▶ DATA FOR THIS TASK
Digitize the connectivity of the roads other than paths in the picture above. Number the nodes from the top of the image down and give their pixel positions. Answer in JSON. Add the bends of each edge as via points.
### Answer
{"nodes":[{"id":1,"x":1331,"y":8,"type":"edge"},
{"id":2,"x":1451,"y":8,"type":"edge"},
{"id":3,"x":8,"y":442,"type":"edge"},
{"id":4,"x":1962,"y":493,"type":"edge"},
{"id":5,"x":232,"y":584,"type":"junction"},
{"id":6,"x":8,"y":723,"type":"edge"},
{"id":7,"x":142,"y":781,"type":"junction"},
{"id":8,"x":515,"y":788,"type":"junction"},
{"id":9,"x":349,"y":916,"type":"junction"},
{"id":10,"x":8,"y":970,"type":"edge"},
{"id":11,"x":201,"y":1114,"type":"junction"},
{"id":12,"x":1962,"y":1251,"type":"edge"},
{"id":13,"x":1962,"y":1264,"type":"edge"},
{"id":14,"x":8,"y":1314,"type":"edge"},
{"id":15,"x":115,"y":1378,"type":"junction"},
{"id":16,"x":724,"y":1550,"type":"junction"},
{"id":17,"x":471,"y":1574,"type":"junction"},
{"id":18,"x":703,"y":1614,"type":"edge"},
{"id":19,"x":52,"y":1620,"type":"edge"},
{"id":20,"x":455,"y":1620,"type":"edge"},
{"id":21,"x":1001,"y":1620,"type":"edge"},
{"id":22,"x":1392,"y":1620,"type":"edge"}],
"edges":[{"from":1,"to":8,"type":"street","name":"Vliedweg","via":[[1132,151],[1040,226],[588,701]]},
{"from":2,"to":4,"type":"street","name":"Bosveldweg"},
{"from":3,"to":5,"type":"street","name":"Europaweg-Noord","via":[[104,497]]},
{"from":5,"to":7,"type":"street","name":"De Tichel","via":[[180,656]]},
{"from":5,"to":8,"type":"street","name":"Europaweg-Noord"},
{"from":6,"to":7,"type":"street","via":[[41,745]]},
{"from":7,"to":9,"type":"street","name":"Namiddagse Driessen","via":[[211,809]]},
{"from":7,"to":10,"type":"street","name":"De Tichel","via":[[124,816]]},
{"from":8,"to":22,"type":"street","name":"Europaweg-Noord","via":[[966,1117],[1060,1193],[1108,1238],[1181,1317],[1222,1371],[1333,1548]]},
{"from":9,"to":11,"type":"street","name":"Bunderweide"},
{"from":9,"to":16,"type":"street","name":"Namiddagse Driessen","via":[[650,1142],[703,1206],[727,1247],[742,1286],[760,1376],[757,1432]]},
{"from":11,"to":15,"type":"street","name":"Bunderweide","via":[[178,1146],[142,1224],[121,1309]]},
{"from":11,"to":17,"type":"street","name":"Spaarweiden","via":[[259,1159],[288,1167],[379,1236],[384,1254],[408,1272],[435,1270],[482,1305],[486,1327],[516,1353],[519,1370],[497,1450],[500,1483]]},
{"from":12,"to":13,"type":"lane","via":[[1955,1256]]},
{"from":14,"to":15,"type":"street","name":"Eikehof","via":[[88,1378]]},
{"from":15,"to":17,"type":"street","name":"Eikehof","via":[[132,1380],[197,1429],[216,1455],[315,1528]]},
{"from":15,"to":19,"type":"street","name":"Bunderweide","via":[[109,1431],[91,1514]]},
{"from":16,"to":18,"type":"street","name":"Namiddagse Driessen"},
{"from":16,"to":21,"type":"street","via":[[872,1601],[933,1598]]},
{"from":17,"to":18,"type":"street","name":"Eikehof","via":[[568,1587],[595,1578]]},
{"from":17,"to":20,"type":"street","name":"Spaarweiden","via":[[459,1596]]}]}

▶ TASK STATEMENT
Give back the entire listing exactly as it was written.

▶ OUTPUT FOR THIS TASK
Digitize the connectivity of the roads other than paths in the picture above. Number the nodes from the top of the image down and give their pixel positions. Answer in JSON. Add the bends of each edge as via points.
### Answer
{"nodes":[{"id":1,"x":1331,"y":8,"type":"edge"},
{"id":2,"x":1451,"y":8,"type":"edge"},
{"id":3,"x":8,"y":442,"type":"edge"},
{"id":4,"x":1962,"y":493,"type":"edge"},
{"id":5,"x":232,"y":584,"type":"junction"},
{"id":6,"x":8,"y":723,"type":"edge"},
{"id":7,"x":142,"y":781,"type":"junction"},
{"id":8,"x":515,"y":788,"type":"junction"},
{"id":9,"x":349,"y":916,"type":"junction"},
{"id":10,"x":8,"y":970,"type":"edge"},
{"id":11,"x":201,"y":1114,"type":"junction"},
{"id":12,"x":1962,"y":1251,"type":"edge"},
{"id":13,"x":1962,"y":1264,"type":"edge"},
{"id":14,"x":8,"y":1314,"type":"edge"},
{"id":15,"x":115,"y":1378,"type":"junction"},
{"id":16,"x":724,"y":1550,"type":"junction"},
{"id":17,"x":471,"y":1574,"type":"junction"},
{"id":18,"x":703,"y":1614,"type":"edge"},
{"id":19,"x":52,"y":1620,"type":"edge"},
{"id":20,"x":455,"y":1620,"type":"edge"},
{"id":21,"x":1001,"y":1620,"type":"edge"},
{"id":22,"x":1392,"y":1620,"type":"edge"}],
"edges":[{"from":1,"to":8,"type":"street","name":"Vliedweg","via":[[1132,151],[1040,226],[588,701]]},
{"from":2,"to":4,"type":"street","name":"Bosveldweg"},
{"from":3,"to":5,"type":"street","name":"Europaweg-Noord","via":[[104,497]]},
{"from":5,"to":7,"type":"street","name":"De Tichel","via":[[180,656]]},
{"from":5,"to":8,"type":"street","name":"Europaweg-Noord"},
{"from":6,"to":7,"type":"street","via":[[41,745]]},
{"from":7,"to":9,"type":"street","name":"Namiddagse Driessen","via":[[211,809]]},
{"from":7,"to":10,"type":"street","name":"De Tichel","via":[[124,816]]},
{"from":8,"to":22,"type":"street","name":"Europaweg-Noord","via":[[966,1117],[1060,1193],[1108,1238],[1181,1317],[1222,1371],[1333,1548]]},
{"from":9,"to":11,"type":"street","name":"Bunderweide"},
{"from":9,"to":16,"type":"street","name":"Namiddagse Driessen","via":[[650,1142],[703,1206],[727,1247],[742,1286],[760,1376],[757,1432]]},
{"from":11,"to":15,"type":"street","name":"Bunderweide","via":[[178,1146],[142,1224],[121,1309]]},
{"from":11,"to":17,"type":"street","name":"Spaarweiden","via":[[259,1159],[288,1167],[379,1236],[384,1254],[408,1272],[435,1270],[482,1305],[486,1327],[516,1353],[519,1370],[497,1450],[500,1483]]},
{"from":12,"to":13,"type":"lane","via":[[1955,1256]]},
{"from":14,"to":15,"type":"street","name":"Eikehof","via":[[88,1378]]},
{"from":15,"to":17,"type":"street","name":"Eikehof","via":[[132,1380],[197,1429],[216,1455],[315,1528]]},
{"from":15,"to":19,"type":"street","name":"Bunderweide","via":[[109,1431],[91,1514]]},
{"from":16,"to":18,"type":"street","name":"Namiddagse Driessen"},
{"from":16,"to":21,"type":"street","via":[[872,1601],[933,1598]]},
{"from":17,"to":18,"type":"street","name":"Eikehof","via":[[568,1587],[595,1578]]},
{"from":17,"to":20,"type":"street","name":"Spaarweiden","via":[[459,1596]]}]}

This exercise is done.